==== Task material

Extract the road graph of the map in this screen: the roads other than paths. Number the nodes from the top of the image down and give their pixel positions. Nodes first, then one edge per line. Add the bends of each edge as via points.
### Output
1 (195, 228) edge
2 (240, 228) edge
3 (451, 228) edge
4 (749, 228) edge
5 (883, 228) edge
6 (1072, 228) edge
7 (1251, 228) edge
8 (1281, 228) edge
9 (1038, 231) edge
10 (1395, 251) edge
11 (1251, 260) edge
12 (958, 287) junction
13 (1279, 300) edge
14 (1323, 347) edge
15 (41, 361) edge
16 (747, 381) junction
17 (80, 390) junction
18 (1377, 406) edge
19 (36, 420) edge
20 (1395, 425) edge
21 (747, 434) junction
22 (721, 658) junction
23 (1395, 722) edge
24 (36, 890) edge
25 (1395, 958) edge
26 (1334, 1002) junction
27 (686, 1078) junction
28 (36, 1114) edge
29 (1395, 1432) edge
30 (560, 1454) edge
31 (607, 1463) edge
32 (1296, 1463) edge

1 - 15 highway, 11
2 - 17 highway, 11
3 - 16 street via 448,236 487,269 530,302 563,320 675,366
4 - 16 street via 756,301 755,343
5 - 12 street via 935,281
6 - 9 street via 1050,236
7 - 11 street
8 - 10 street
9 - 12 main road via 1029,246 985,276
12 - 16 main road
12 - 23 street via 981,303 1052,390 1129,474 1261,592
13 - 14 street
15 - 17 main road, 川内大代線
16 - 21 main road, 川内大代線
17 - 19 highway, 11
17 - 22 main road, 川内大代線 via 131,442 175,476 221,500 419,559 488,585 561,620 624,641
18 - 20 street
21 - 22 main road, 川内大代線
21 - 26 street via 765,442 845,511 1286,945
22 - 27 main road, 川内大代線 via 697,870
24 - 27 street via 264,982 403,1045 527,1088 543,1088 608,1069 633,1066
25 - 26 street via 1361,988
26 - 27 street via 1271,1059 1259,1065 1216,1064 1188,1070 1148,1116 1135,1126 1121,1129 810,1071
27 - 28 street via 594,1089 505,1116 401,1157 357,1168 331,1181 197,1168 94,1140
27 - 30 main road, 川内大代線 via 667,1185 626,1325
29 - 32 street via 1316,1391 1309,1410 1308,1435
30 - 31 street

========

In the answer, every line above should be retyped exactly.

Extract the road graph of the map in this screen: the roads other than paths. Number the nodes from the top of the image down and give their pixel positions. Nodes first, then one edge per line. Add the bends of each edge as via points.
### Output
1 (195, 228) edge
2 (240, 228) edge
3 (451, 228) edge
4 (749, 228) edge
5 (883, 228) edge
6 (1072, 228) edge
7 (1251, 228) edge
8 (1281, 228) edge
9 (1038, 231) edge
10 (1395, 251) edge
11 (1251, 260) edge
12 (958, 287) junction
13 (1279, 300) edge
14 (1323, 347) edge
15 (41, 361) edge
16 (747, 381) junction
17 (80, 390) junction
18 (1377, 406) edge
19 (36, 420) edge
20 (1395, 425) edge
21 (747, 434) junction
22 (721, 658) junction
23 (1395, 722) edge
24 (36, 890) edge
25 (1395, 958) edge
26 (1334, 1002) junction
27 (686, 1078) junction
28 (36, 1114) edge
29 (1395, 1432) edge
30 (560, 1454) edge
31 (607, 1463) edge
32 (1296, 1463) edge

1 - 15 highway, 11
2 - 17 highway, 11
3 - 16 street via 448,236 487,269 530,302 563,320 675,366
4 - 16 street via 756,301 755,343
5 - 12 street via 935,281
6 - 9 street via 1050,236
7 - 11 street
8 - 10 street
9 - 12 main road via 1029,246 985,276
12 - 16 main road
12 - 23 street via 981,303 1052,390 1129,474 1261,592
13 - 14 street
15 - 17 main road, 川内大代線
16 - 21 main road, 川内大代線
17 - 19 highway, 11
17 - 22 main road, 川内大代線 via 131,442 175,476 221,500 419,559 488,585 561,620 624,641
18 - 20 street
21 - 22 main road, 川内大代線
21 - 26 street via 765,442 845,511 1286,945
22 - 27 main road, 川内大代線 via 697,870
24 - 27 street via 264,982 403,1045 527,1088 543,1088 608,1069 633,1066
25 - 26 street via 1361,988
26 - 27 street via 1271,1059 1259,1065 1216,1064 1188,1070 1148,1116 1135,1126 1121,1129 810,1071
27 - 28 street via 594,1089 505,1116 401,1157 357,1168 331,1181 197,1168 94,1140
27 - 30 main road, 川内大代線 via 667,1185 626,1325
29 - 32 street via 1316,1391 1309,1410 1308,1435
30 - 31 street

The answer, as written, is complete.